### Task to complete:
Will you output all of the data below exactly, omitting the images?

### Exercise input:
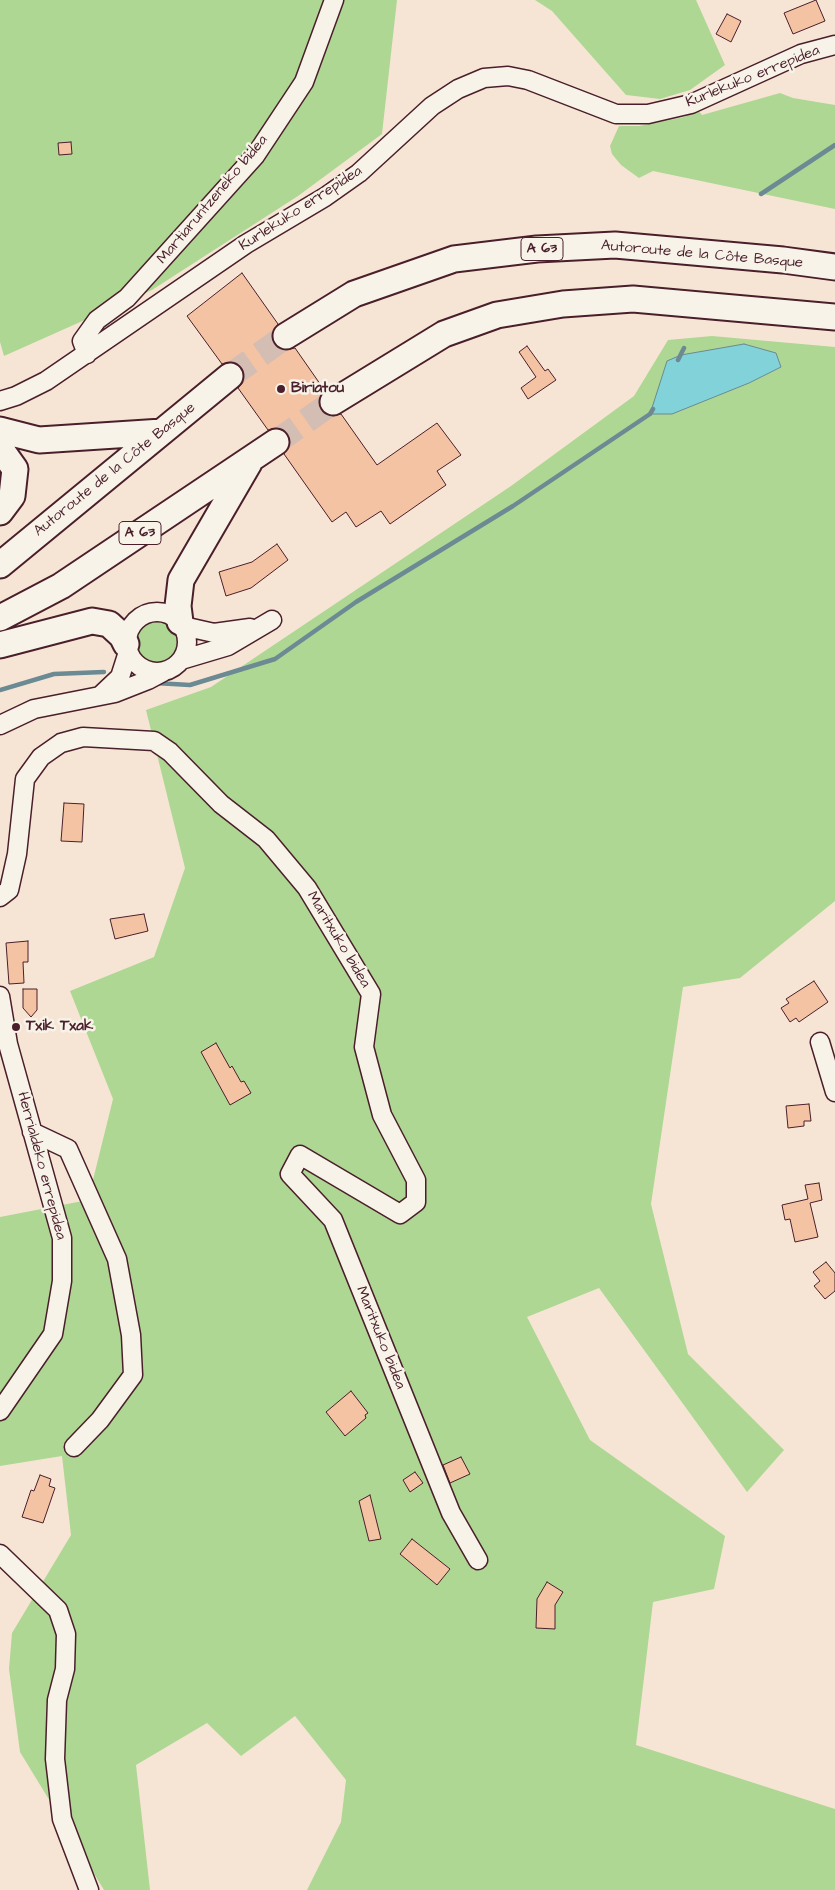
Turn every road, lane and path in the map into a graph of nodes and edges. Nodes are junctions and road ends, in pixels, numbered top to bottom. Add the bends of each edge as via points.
1 (334, 0) edge
2 (835, 45) edge
3 (835, 268) edge
4 (835, 317) edge
5 (286, 336) tunnel mouth
6 (86, 354) junction
7 (230, 376) tunnel mouth
8 (0, 401) edge
9 (333, 402) tunnel mouth
10 (0, 430) edge
11 (162, 432) junction
12 (276, 442) tunnel mouth
13 (0, 448) edge
14 (252, 458) junction
15 (0, 512) edge
16 (0, 565) edge
17 (0, 618) edge
18 (182, 624) junction
19 (0, 645) edge
20 (127, 648) junction
21 (181, 660) junction
22 (163, 672) junction
23 (98, 696) junction
24 (0, 726) edge
25 (0, 897) edge
26 (0, 996) edge
27 (820, 1042) dead end
28 (835, 1092) edge
29 (32, 1132) junction
30 (0, 1411) edge
31 (74, 1447) dead end
32 (0, 1554) edge
33 (478, 1560) dead end
34 (89, 1890) edge

1 - 6 street, Martiaruntzeneko bidea via 304,82 254,156 126,298 97,320 82,341
2 - 6 street, Kurlekuko errepidea via 801,54 691,104 648,114 616,114 521,78 484,78 432,106 345,183 246,244
3 - 5 highway, Autoroute de la Côte Basque / A 63 via 615,245 500,253 454,259 354,294
4 - 9 highway via 633,299 563,304 497,315 444,334
6 - 8 street, Kurlekuko errepidea via 46,381
7 - 11 highway, Autoroute de la Côte Basque
10 - 11 highway via 39,440
11 - 16 highway, Autoroute de la Côte Basque
12 - 14 highway, A 63
13 - 15 highway via 15,469 12,496
14 - 17 highway, A 63 via 61,586
14 - 18 highway via 181,580 178,606
18 - 20 street via 164,612 145,613 131,626
18 - 21 street via 187,644
18 - 21 street via 197,631 225,633 272,620 228,646
19 - 20 highway via 92,621 109,624
20 - 22 street via 138,666
20 - 23 street via 120,677
21 - 22 street
22 - 23 street via 132,687
23 - 24 street via 34,708
25 - 33 street, Maritxuko bidea via 8,890 16,854 25,779 41,757 61,743 83,736 154,741 170,752 221,804 266,839 307,888 371,994 364,1047 382,1115 416,1180 416,1202 400,1214 300,1155 290,1174 332,1220 451,1514
26 - 29 street, Herrialdeko errepidea via 8,1044
27 - 28 street
29 - 30 street, Herrialdeko errepidea via 62,1238 62,1282 53,1334
29 - 31 street via 68,1149 117,1259 131,1335 133,1375 100,1420
32 - 34 street via 58,1610 66,1634 65,1669 57,1700 54,1759 62,1819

### Problem solution:
Turn every road, lane and path in the map into a graph of nodes and edges. Nodes are junctions and road ends, in pixels, numbered top to bottom. Add the bends of each edge as via points.
1 (334, 0) edge
2 (835, 45) edge
3 (835, 268) edge
4 (835, 317) edge
5 (286, 336) tunnel mouth
6 (86, 354) junction
7 (230, 376) tunnel mouth
8 (0, 401) edge
9 (333, 402) tunnel mouth
10 (0, 430) edge
11 (162, 432) junction
12 (276, 442) tunnel mouth
13 (0, 448) edge
14 (252, 458) junction
15 (0, 512) edge
16 (0, 565) edge
17 (0, 618) edge
18 (182, 624) junction
19 (0, 645) edge
20 (127, 648) junction
21 (181, 660) junction
22 (163, 672) junction
23 (98, 696) junction
24 (0, 726) edge
25 (0, 897) edge
26 (0, 996) edge
27 (820, 1042) dead end
28 (835, 1092) edge
29 (32, 1132) junction
30 (0, 1411) edge
31 (74, 1447) dead end
32 (0, 1554) edge
33 (478, 1560) dead end
34 (89, 1890) edge

1 - 6 street, Martiaruntzeneko bidea via 304,82 254,156 126,298 97,320 82,341
2 - 6 street, Kurlekuko errepidea via 801,54 691,104 648,114 616,114 521,78 484,78 432,106 345,183 246,244
3 - 5 highway, Autoroute de la Côte Basque / A 63 via 615,245 500,253 454,259 354,294
4 - 9 highway via 633,299 563,304 497,315 444,334
6 - 8 street, Kurlekuko errepidea via 46,381
7 - 11 highway, Autoroute de la Côte Basque
10 - 11 highway via 39,440
11 - 16 highway, Autoroute de la Côte Basque
12 - 14 highway, A 63
13 - 15 highway via 15,469 12,496
14 - 17 highway, A 63 via 61,586
14 - 18 highway via 181,580 178,606
18 - 20 street via 164,612 145,613 131,626
18 - 21 street via 187,644
18 - 21 street via 197,631 225,633 272,620 228,646
19 - 20 highway via 92,621 109,624
20 - 22 street via 138,666
20 - 23 street via 120,677
21 - 22 street
22 - 23 street via 132,687
23 - 24 street via 34,708
25 - 33 street, Maritxuko bidea via 8,890 16,854 25,779 41,757 61,743 83,736 154,741 170,752 221,804 266,839 307,888 371,994 364,1047 382,1115 416,1180 416,1202 400,1214 300,1155 290,1174 332,1220 451,1514
26 - 29 street, Herrialdeko errepidea via 8,1044
27 - 28 street
29 - 30 street, Herrialdeko errepidea via 62,1238 62,1282 53,1334
29 - 31 street via 68,1149 117,1259 131,1335 133,1375 100,1420
32 - 34 street via 58,1610 66,1634 65,1669 57,1700 54,1759 62,1819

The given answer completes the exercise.